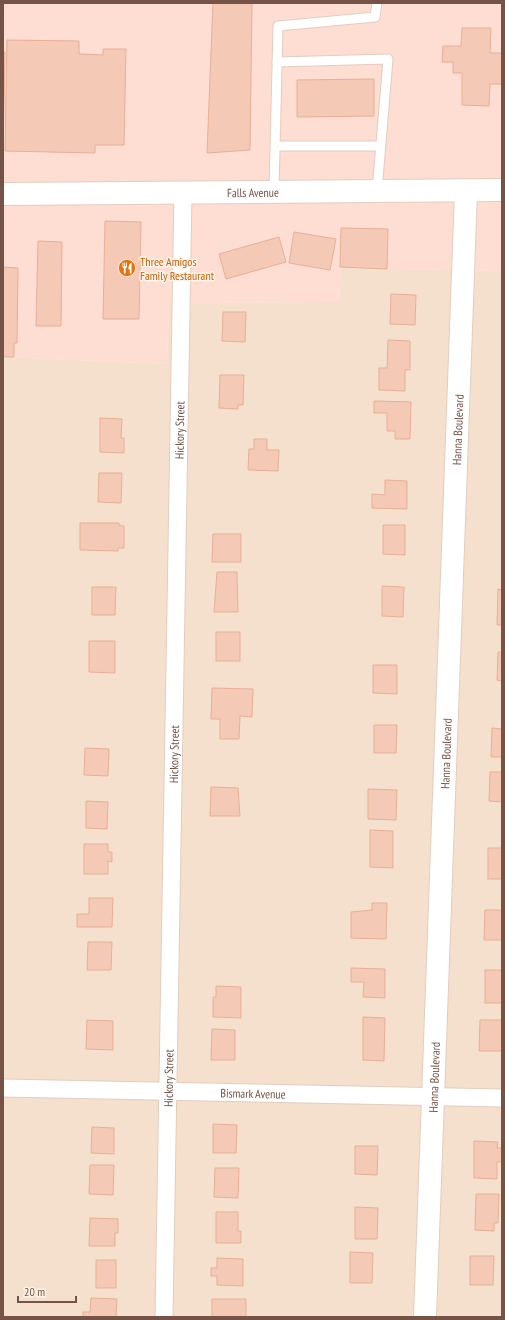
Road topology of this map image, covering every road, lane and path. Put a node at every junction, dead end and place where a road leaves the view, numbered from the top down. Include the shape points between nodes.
1 (378, 3) edge
2 (277, 62) junction
3 (275, 146) junction
4 (380, 146) junction
5 (502, 190) edge
6 (274, 191) junction
7 (377, 191) junction
8 (466, 191) junction
9 (183, 192) junction
10 (3, 194) edge
11 (3, 1088) edge
12 (168, 1091) junction
13 (434, 1096) junction
14 (502, 1098) edge
15 (164, 1317) edge
16 (425, 1317) edge

1 - 2 lane via 375,17 278,26
2 - 3 lane
2 - 4 lane via 388,59
3 - 4 lane
3 - 6 lane
4 - 7 lane
5 - 8 street, Falls Avenue
6 - 7 street, Falls Avenue
6 - 9 street, Falls Avenue
7 - 8 street, Falls Avenue
8 - 13 street, Hanna Boulevard
9 - 10 street, Falls Avenue
9 - 12 street, Hickory Street
11 - 12 street, Bismark Avenue
12 - 13 street, Bismark Avenue
12 - 15 street, Hickory Street
13 - 14 street, Bismark Avenue
13 - 16 street, Hanna Boulevard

────

- Task -
Transcribe the records verbatim and omit the images.

- Solution for this task -
Road topology of this map image, covering every road, lane and path. Put a node at every junction, dead end and place where a road leaves the view, numbered from the top down. Include the shape points between nodes.
1 (378, 3) edge
2 (277, 62) junction
3 (275, 146) junction
4 (380, 146) junction
5 (502, 190) edge
6 (274, 191) junction
7 (377, 191) junction
8 (466, 191) junction
9 (183, 192) junction
10 (3, 194) edge
11 (3, 1088) edge
12 (168, 1091) junction
13 (434, 1096) junction
14 (502, 1098) edge
15 (164, 1317) edge
16 (425, 1317) edge

1 - 2 lane via 375,17 278,26
2 - 3 lane
2 - 4 lane via 388,59
3 - 4 lane
3 - 6 lane
4 - 7 lane
5 - 8 street, Falls Avenue
6 - 7 street, Falls Avenue
6 - 9 street, Falls Avenue
7 - 8 street, Falls Avenue
8 - 13 street, Hanna Boulevard
9 - 10 street, Falls Avenue
9 - 12 street, Hickory Street
11 - 12 street, Bismark Avenue
12 - 13 street, Bismark Avenue
12 - 15 street, Hickory Street
13 - 14 street, Bismark Avenue
13 - 16 street, Hanna Boulevard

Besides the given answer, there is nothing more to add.